Stored items
- Opening Delimiter -

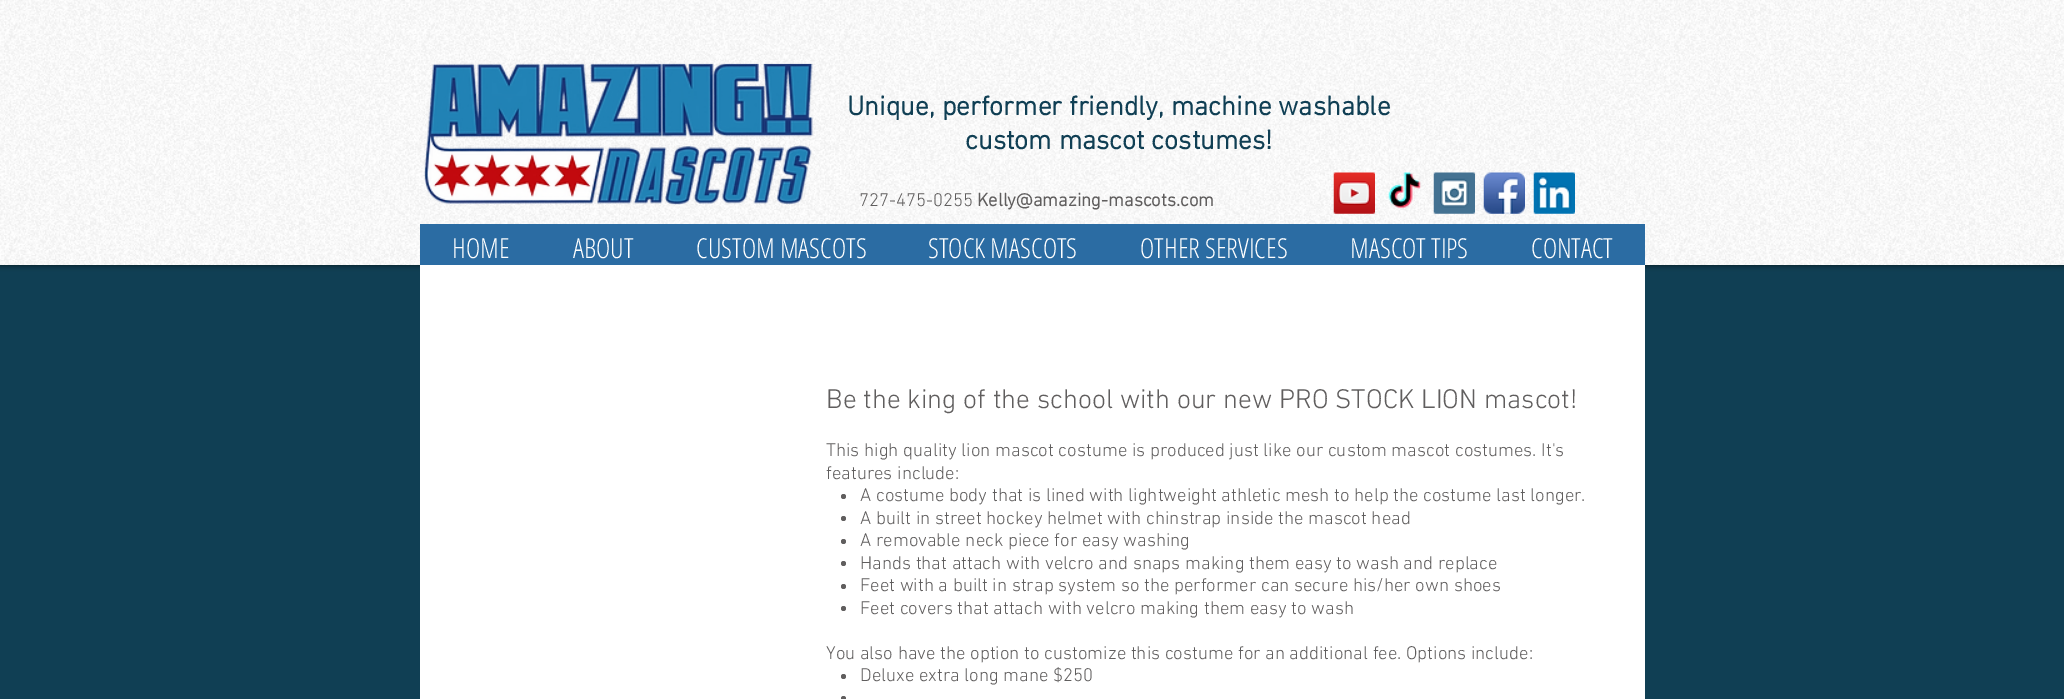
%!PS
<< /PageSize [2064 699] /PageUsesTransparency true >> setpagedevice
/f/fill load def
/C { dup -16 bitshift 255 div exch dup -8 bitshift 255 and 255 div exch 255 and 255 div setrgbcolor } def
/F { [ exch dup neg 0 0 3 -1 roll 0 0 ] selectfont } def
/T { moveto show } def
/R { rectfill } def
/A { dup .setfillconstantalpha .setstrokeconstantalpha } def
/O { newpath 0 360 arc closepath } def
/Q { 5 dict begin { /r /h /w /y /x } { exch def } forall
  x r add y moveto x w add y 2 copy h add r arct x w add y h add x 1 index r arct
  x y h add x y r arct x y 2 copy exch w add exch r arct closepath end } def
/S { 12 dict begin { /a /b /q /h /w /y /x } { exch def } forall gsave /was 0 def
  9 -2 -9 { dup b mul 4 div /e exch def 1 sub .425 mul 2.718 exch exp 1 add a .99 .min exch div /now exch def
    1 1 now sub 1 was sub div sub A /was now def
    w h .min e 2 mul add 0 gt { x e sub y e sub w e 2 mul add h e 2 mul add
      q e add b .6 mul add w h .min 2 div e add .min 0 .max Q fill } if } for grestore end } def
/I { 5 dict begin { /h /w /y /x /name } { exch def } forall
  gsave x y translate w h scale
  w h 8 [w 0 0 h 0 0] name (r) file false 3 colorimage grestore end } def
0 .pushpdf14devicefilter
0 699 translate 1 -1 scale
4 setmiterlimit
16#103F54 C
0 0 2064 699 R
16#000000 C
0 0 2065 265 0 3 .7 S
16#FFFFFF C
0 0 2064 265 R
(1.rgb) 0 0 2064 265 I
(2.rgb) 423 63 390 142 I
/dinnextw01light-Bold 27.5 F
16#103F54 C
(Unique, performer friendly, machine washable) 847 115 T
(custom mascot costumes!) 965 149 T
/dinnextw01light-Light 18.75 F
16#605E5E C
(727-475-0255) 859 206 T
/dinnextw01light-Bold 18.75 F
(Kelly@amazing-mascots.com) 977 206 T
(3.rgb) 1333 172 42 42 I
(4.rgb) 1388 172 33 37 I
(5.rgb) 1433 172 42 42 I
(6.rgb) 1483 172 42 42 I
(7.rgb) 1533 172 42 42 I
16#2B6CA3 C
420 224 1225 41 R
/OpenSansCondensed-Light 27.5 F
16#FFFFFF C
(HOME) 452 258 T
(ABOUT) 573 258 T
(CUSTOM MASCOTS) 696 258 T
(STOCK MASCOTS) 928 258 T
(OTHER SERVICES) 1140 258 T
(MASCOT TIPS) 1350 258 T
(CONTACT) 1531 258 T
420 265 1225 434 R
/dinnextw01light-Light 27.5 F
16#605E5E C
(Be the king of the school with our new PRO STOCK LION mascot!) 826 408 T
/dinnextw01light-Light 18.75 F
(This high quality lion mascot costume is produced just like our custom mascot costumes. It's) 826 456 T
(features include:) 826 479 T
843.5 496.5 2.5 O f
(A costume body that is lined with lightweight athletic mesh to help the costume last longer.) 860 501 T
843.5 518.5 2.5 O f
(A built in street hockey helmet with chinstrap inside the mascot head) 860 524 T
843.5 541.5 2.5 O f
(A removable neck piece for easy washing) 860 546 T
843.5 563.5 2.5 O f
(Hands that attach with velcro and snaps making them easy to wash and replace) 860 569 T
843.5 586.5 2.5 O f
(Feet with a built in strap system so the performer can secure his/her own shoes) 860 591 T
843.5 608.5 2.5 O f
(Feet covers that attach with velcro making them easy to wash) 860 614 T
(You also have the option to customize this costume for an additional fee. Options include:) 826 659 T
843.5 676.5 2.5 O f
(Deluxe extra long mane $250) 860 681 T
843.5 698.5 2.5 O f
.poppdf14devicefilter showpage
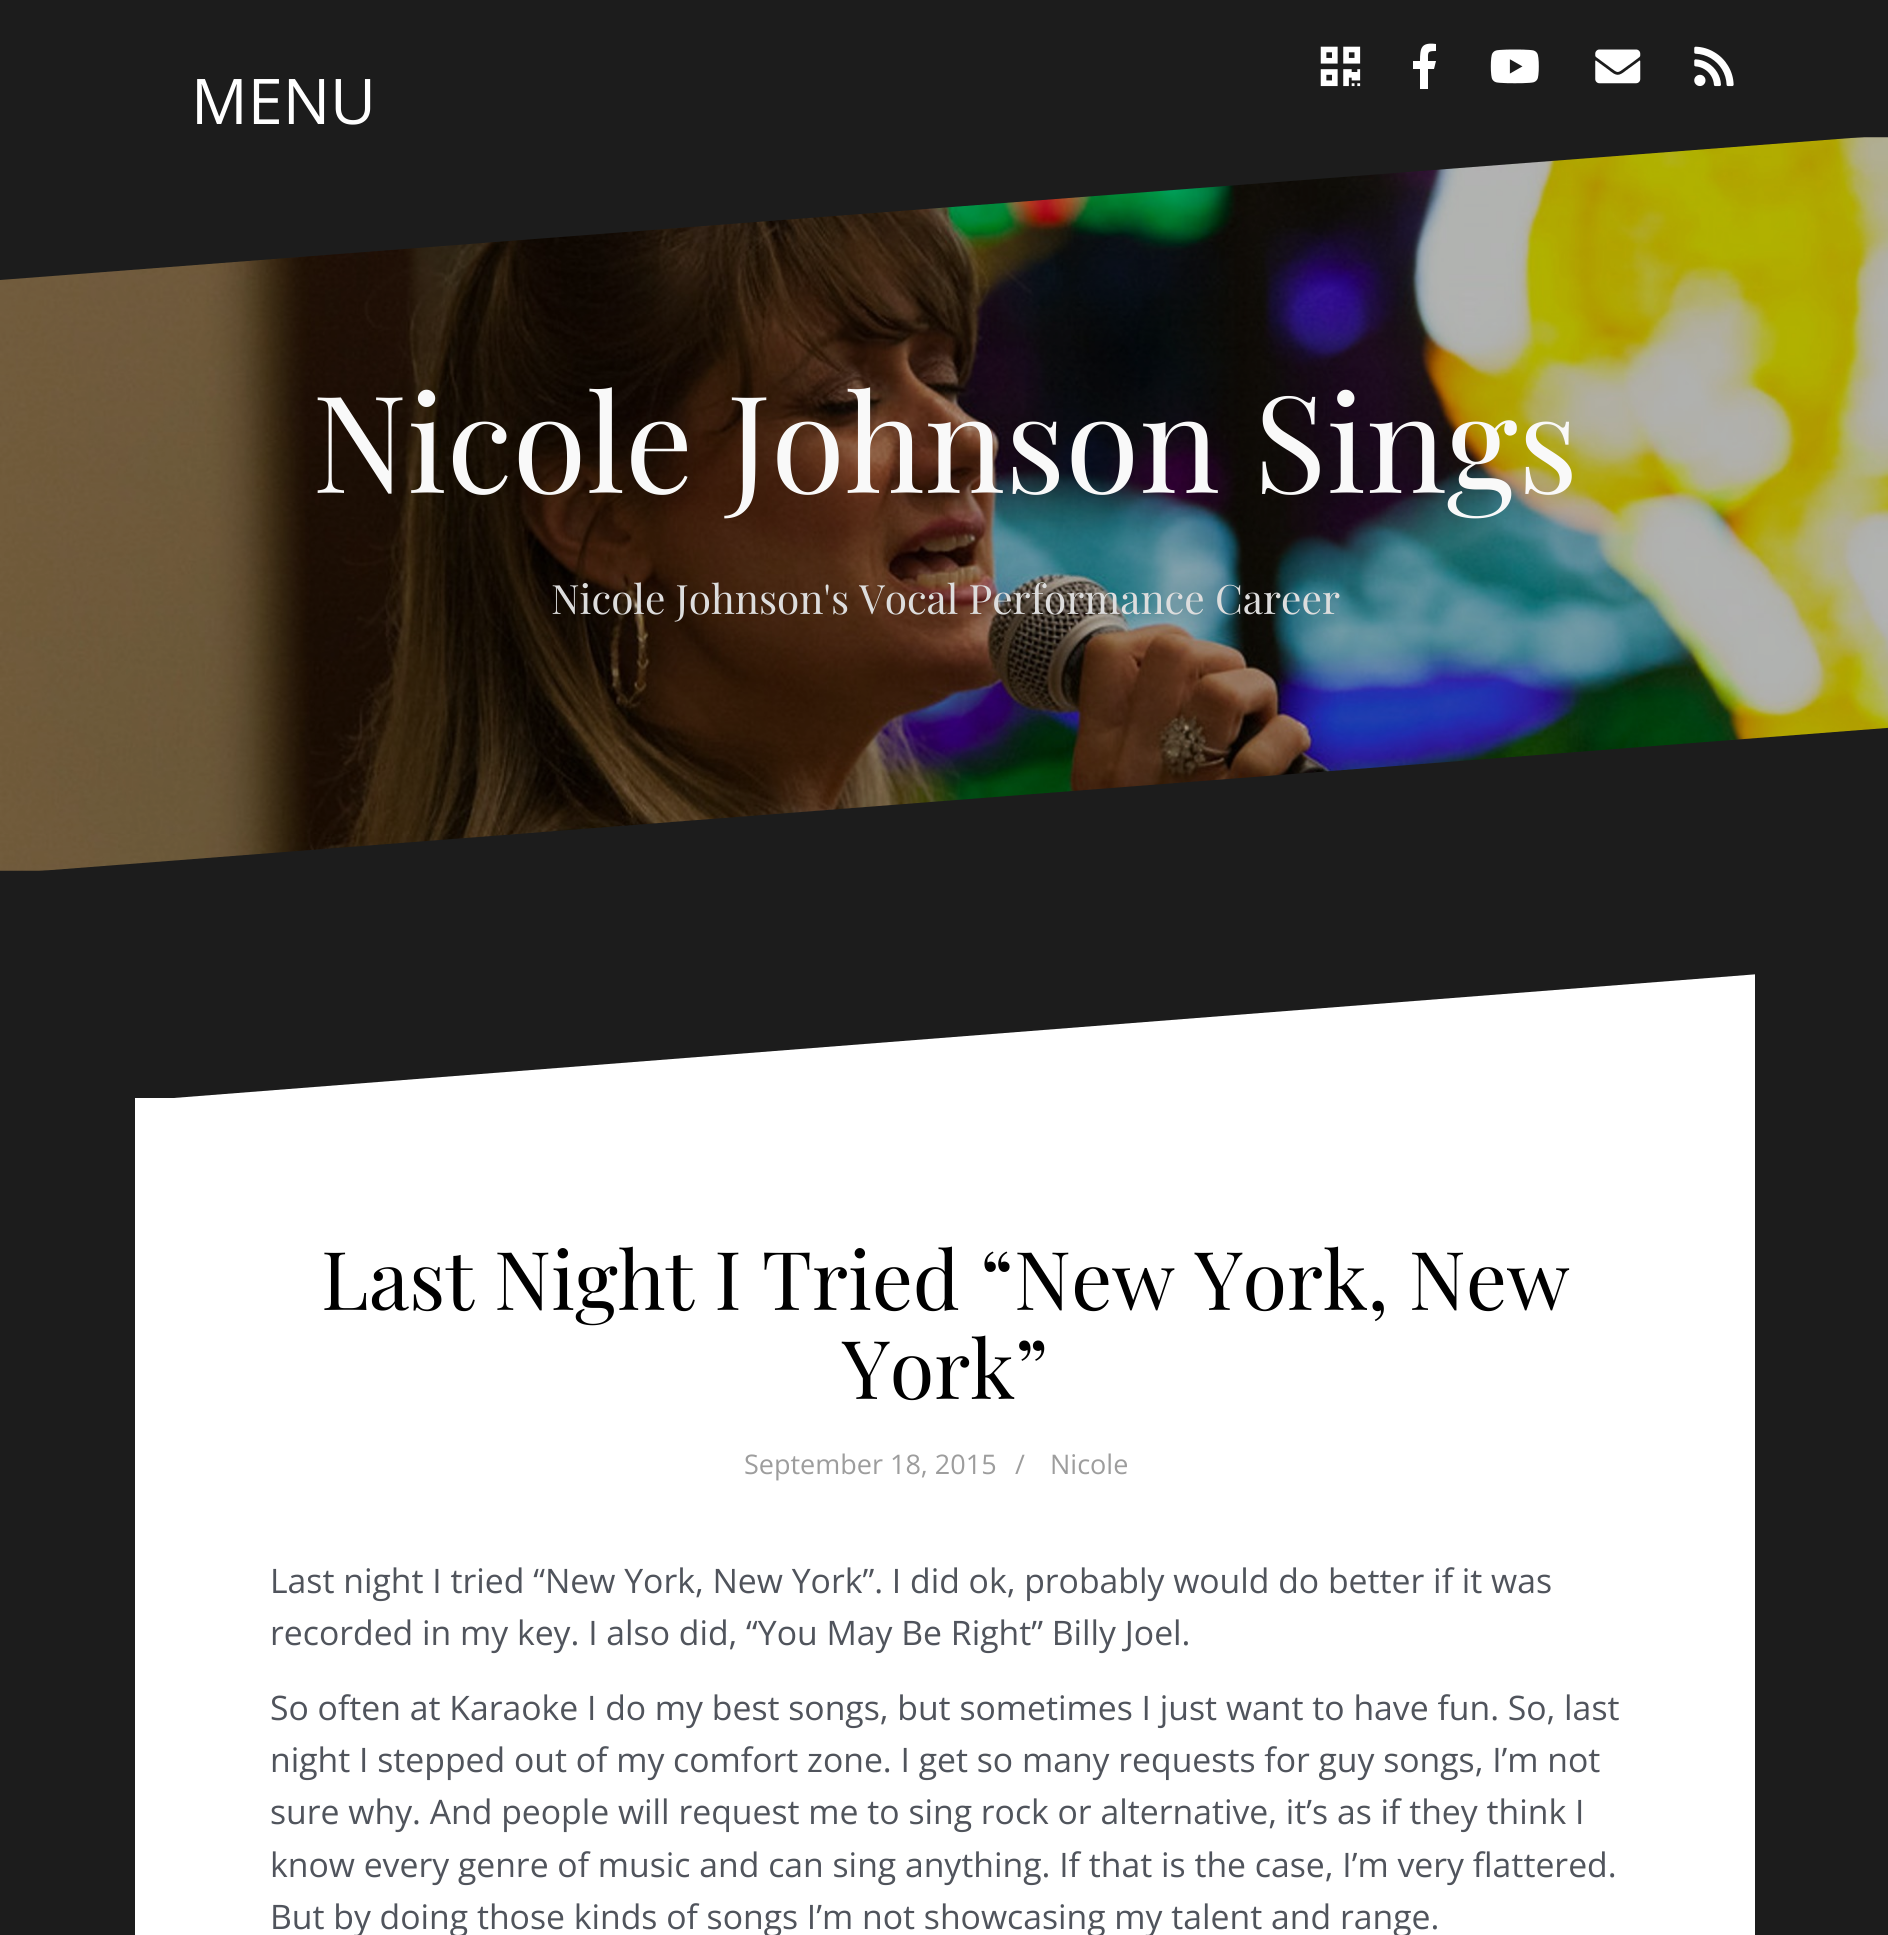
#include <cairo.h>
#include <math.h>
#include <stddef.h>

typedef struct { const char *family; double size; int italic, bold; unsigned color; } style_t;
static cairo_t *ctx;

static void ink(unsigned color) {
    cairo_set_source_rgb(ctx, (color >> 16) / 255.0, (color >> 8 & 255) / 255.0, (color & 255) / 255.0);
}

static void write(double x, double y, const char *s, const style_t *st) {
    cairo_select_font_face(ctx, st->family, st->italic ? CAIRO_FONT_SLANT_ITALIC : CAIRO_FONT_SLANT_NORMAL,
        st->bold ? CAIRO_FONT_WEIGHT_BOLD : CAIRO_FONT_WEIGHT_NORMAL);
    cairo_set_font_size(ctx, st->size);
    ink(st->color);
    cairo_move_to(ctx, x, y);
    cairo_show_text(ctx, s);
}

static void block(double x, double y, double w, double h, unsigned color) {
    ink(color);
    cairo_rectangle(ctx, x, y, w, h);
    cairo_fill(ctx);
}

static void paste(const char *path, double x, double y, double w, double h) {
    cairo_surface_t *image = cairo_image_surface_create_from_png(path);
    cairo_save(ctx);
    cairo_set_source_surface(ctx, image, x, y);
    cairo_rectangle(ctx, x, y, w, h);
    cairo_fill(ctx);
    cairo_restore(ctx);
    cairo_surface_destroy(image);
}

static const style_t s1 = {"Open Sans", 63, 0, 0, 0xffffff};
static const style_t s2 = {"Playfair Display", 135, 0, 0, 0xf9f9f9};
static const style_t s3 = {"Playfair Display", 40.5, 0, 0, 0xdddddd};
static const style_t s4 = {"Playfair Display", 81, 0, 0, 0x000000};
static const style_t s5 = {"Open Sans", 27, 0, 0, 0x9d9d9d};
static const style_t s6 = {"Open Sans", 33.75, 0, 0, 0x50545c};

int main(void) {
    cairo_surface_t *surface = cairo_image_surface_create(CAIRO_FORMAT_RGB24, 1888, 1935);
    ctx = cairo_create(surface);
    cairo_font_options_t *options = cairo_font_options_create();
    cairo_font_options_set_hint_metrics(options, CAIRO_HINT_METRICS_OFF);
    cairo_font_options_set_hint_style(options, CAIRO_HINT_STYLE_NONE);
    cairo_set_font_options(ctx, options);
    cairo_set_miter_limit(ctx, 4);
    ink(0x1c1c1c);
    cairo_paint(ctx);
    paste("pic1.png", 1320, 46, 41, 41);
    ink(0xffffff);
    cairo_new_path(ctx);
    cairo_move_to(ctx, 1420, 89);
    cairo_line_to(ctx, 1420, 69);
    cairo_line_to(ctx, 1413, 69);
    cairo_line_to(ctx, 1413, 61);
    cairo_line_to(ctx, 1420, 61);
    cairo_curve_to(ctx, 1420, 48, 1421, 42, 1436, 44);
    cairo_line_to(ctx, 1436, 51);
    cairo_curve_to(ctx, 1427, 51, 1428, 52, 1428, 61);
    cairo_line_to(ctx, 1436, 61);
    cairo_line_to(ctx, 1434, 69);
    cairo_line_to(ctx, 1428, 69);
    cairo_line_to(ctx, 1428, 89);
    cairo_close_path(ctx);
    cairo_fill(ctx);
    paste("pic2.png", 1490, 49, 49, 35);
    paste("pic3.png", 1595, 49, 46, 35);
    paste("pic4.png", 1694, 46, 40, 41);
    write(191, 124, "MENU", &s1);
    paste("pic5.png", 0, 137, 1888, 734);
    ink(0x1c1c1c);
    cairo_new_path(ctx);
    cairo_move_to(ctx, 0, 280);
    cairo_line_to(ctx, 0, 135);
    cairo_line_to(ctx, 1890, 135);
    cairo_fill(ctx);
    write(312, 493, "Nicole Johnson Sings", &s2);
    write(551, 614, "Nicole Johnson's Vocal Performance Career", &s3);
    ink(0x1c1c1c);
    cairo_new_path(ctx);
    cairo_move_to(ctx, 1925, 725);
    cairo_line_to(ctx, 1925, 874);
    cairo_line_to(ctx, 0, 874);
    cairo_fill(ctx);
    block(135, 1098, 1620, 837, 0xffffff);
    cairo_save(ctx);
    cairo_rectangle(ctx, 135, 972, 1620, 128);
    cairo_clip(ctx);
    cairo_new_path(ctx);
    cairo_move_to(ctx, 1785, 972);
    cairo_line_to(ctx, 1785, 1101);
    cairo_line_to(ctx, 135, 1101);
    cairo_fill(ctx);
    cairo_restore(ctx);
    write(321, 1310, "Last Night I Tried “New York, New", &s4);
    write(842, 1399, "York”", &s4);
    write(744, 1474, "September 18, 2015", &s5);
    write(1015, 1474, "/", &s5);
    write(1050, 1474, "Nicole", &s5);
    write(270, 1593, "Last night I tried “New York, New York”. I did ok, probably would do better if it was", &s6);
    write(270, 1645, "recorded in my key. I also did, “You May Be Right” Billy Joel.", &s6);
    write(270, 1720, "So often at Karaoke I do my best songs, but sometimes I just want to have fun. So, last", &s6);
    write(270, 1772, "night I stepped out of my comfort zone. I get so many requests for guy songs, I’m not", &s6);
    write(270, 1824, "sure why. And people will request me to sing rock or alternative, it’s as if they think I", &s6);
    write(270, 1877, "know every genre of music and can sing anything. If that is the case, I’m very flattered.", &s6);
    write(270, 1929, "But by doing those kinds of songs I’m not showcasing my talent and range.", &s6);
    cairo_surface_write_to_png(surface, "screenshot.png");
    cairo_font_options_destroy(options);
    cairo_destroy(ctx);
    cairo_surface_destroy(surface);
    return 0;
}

- Closing Delimiter -

- **ASSIGNED TASK**:
With the pictures omitted, set down each line exactly, starting at the first line of the records above and ending with the line that contains "4 setmiterlimit".

- **TASK RESPONSE**:
%!PS
<< /PageSize [2064 699] /PageUsesTransparency true >> setpagedevice
/f/fill load def
/C { dup -16 bitshift 255 div exch dup -8 bitshift 255 and 255 div exch 255 and 255 div setrgbcolor } def
/F { [ exch dup neg 0 0 3 -1 roll 0 0 ] selectfont } def
/T { moveto show } def
/R { rectfill } def
/A { dup .setfillconstantalpha .setstrokeconstantalpha } def
/O { newpath 0 360 arc closepath } def
/Q { 5 dict begin { /r /h /w /y /x } { exch def } forall
  x r add y moveto x w add y 2 copy h add r arct x w add y h add x 1 index r arct
  x y h add x y r arct x y 2 copy exch w add exch r arct closepath end } def
/S { 12 dict begin { /a /b /q /h /w /y /x } { exch def } forall gsave /was 0 def
  9 -2 -9 { dup b mul 4 div /e exch def 1 sub .425 mul 2.718 exch exp 1 add a .99 .min exch div /now exch def
    1 1 now sub 1 was sub div sub A /was now def
    w h .min e 2 mul add 0 gt { x e sub y e sub w e 2 mul add h e 2 mul add
      q e add b .6 mul add w h .min 2 div e add .min 0 .max Q fill } if } for grestore end } def
/I { 5 dict begin { /h /w /y /x /name } { exch def } forall
  gsave x y translate w h scale
  w h 8 [w 0 0 h 0 0] name (r) file false 3 colorimage grestore end } def
0 .pushpdf14devicefilter
0 699 translate 1 -1 scale
4 setmiterlimit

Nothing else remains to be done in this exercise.